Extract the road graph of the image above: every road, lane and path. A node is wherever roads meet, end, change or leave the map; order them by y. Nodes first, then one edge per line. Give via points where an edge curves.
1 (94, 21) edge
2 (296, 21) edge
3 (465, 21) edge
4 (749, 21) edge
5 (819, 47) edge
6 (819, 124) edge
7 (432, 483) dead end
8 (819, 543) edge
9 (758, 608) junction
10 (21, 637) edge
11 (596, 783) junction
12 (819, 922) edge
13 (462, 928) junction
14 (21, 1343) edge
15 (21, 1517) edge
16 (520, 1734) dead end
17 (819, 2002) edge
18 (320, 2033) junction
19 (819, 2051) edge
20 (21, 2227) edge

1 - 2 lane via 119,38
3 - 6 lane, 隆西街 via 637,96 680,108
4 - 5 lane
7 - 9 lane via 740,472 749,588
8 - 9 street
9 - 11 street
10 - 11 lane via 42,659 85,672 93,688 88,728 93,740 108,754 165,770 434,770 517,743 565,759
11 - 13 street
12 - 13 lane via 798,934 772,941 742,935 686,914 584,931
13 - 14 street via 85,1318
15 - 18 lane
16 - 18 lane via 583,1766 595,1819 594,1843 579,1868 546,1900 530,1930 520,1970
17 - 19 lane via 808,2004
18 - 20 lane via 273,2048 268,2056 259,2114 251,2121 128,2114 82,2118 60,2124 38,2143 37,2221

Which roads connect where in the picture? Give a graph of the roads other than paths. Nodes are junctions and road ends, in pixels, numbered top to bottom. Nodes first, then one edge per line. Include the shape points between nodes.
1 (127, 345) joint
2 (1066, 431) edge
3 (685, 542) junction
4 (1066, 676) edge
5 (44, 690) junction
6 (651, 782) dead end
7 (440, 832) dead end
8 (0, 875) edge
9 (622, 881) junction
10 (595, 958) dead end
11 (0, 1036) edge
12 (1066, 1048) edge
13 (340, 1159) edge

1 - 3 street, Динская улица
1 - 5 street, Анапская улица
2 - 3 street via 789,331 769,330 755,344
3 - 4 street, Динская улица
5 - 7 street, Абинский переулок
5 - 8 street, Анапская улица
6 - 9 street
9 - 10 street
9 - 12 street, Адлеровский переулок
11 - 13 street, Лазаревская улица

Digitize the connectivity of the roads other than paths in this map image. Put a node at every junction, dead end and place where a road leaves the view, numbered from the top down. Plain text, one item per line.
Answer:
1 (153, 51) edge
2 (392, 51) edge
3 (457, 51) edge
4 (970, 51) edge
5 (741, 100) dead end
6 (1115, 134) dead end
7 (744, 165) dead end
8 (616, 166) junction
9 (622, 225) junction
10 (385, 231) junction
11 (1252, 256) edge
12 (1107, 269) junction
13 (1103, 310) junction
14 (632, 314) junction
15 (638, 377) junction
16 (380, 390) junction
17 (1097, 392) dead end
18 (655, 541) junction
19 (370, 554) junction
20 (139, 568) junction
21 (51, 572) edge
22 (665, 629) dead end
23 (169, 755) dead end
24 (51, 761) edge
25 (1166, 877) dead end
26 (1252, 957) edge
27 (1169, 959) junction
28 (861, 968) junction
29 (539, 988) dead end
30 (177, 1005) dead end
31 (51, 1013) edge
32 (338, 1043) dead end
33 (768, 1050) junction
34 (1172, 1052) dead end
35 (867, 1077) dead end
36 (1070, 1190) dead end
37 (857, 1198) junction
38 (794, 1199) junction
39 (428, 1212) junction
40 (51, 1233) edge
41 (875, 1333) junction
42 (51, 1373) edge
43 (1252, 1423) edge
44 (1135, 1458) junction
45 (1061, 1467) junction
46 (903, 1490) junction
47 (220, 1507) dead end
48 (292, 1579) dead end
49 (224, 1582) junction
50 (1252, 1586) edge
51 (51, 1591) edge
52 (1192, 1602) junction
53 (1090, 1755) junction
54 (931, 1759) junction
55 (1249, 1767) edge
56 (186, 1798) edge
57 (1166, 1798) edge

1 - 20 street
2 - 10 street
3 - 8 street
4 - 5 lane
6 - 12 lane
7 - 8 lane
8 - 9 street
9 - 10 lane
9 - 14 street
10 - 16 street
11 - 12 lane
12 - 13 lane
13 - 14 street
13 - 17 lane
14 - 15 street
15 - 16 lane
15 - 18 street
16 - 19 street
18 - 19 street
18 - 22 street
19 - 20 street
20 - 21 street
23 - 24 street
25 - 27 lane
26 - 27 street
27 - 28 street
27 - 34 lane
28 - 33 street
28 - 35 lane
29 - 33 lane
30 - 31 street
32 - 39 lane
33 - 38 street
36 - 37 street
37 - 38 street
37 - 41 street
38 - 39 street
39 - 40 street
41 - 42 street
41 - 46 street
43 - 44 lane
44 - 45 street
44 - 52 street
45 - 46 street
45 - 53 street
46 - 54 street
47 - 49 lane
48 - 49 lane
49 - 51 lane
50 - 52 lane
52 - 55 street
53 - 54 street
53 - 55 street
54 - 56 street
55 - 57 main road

━━━

= TASK GOAL =
The full listing above should be transcribed exactly.

= OUTPUT BELOW =
Extract the road graph of the image above: every road, lane and path. A node is wherever roads meet, end, change or leave the map; order them by y. Nodes first, then one edge per line. Give via points where an edge curves.
1 (94, 21) edge
2 (296, 21) edge
3 (465, 21) edge
4 (749, 21) edge
5 (819, 47) edge
6 (819, 124) edge
7 (432, 483) dead end
8 (819, 543) edge
9 (758, 608) junction
10 (21, 637) edge
11 (596, 783) junction
12 (819, 922) edge
13 (462, 928) junction
14 (21, 1343) edge
15 (21, 1517) edge
16 (520, 1734) dead end
17 (819, 2002) edge
18 (320, 2033) junction
19 (819, 2051) edge
20 (21, 2227) edge

1 - 2 lane via 119,38
3 - 6 lane, 隆西街 via 637,96 680,108
4 - 5 lane
7 - 9 lane via 740,472 749,588
8 - 9 street
9 - 11 street
10 - 11 lane via 42,659 85,672 93,688 88,728 93,740 108,754 165,770 434,770 517,743 565,759
11 - 13 street
12 - 13 lane via 798,934 772,941 742,935 686,914 584,931
13 - 14 street via 85,1318
15 - 18 lane
16 - 18 lane via 583,1766 595,1819 594,1843 579,1868 546,1900 530,1930 520,1970
17 - 19 lane via 808,2004
18 - 20 lane via 273,2048 268,2056 259,2114 251,2121 128,2114 82,2118 60,2124 38,2143 37,2221

Which roads connect where in the picture? Give a graph of the roads other than paths. Nodes are junctions and road ends, in pixels, numbered top to bottom. Nodes first, then one edge per line. Include the shape points between nodes.
1 (127, 345) joint
2 (1066, 431) edge
3 (685, 542) junction
4 (1066, 676) edge
5 (44, 690) junction
6 (651, 782) dead end
7 (440, 832) dead end
8 (0, 875) edge
9 (622, 881) junction
10 (595, 958) dead end
11 (0, 1036) edge
12 (1066, 1048) edge
13 (340, 1159) edge

1 - 3 street, Динская улица
1 - 5 street, Анапская улица
2 - 3 street via 789,331 769,330 755,344
3 - 4 street, Динская улица
5 - 7 street, Абинский переулок
5 - 8 street, Анапская улица
6 - 9 street
9 - 10 street
9 - 12 street, Адлеровский переулок
11 - 13 street, Лазаревская улица

Digitize the connectivity of the roads other than paths in this map image. Put a node at every junction, dead end and place where a road leaves the view, numbered from the top down. Plain text, one item per line.
Answer:
1 (153, 51) edge
2 (392, 51) edge
3 (457, 51) edge
4 (970, 51) edge
5 (741, 100) dead end
6 (1115, 134) dead end
7 (744, 165) dead end
8 (616, 166) junction
9 (622, 225) junction
10 (385, 231) junction
11 (1252, 256) edge
12 (1107, 269) junction
13 (1103, 310) junction
14 (632, 314) junction
15 (638, 377) junction
16 (380, 390) junction
17 (1097, 392) dead end
18 (655, 541) junction
19 (370, 554) junction
20 (139, 568) junction
21 (51, 572) edge
22 (665, 629) dead end
23 (169, 755) dead end
24 (51, 761) edge
25 (1166, 877) dead end
26 (1252, 957) edge
27 (1169, 959) junction
28 (861, 968) junction
29 (539, 988) dead end
30 (177, 1005) dead end
31 (51, 1013) edge
32 (338, 1043) dead end
33 (768, 1050) junction
34 (1172, 1052) dead end
35 (867, 1077) dead end
36 (1070, 1190) dead end
37 (857, 1198) junction
38 (794, 1199) junction
39 (428, 1212) junction
40 (51, 1233) edge
41 (875, 1333) junction
42 (51, 1373) edge
43 (1252, 1423) edge
44 (1135, 1458) junction
45 (1061, 1467) junction
46 (903, 1490) junction
47 (220, 1507) dead end
48 (292, 1579) dead end
49 (224, 1582) junction
50 (1252, 1586) edge
51 (51, 1591) edge
52 (1192, 1602) junction
53 (1090, 1755) junction
54 (931, 1759) junction
55 (1249, 1767) edge
56 (186, 1798) edge
57 (1166, 1798) edge

1 - 20 street
2 - 10 street
3 - 8 street
4 - 5 lane
6 - 12 lane
7 - 8 lane
8 - 9 street
9 - 10 lane
9 - 14 street
10 - 16 street
11 - 12 lane
12 - 13 lane
13 - 14 street
13 - 17 lane
14 - 15 street
15 - 16 lane
15 - 18 street
16 - 19 street
18 - 19 street
18 - 22 street
19 - 20 street
20 - 21 street
23 - 24 street
25 - 27 lane
26 - 27 street
27 - 28 street
27 - 34 lane
28 - 33 street
28 - 35 lane
29 - 33 lane
30 - 31 street
32 - 39 lane
33 - 38 street
36 - 37 street
37 - 38 street
37 - 41 street
38 - 39 street
39 - 40 street
41 - 42 street
41 - 46 street
43 - 44 lane
44 - 45 street
44 - 52 street
45 - 46 street
45 - 53 street
46 - 54 street
47 - 49 lane
48 - 49 lane
49 - 51 lane
50 - 52 lane
52 - 55 street
53 - 54 street
53 - 55 street
54 - 56 street
55 - 57 main road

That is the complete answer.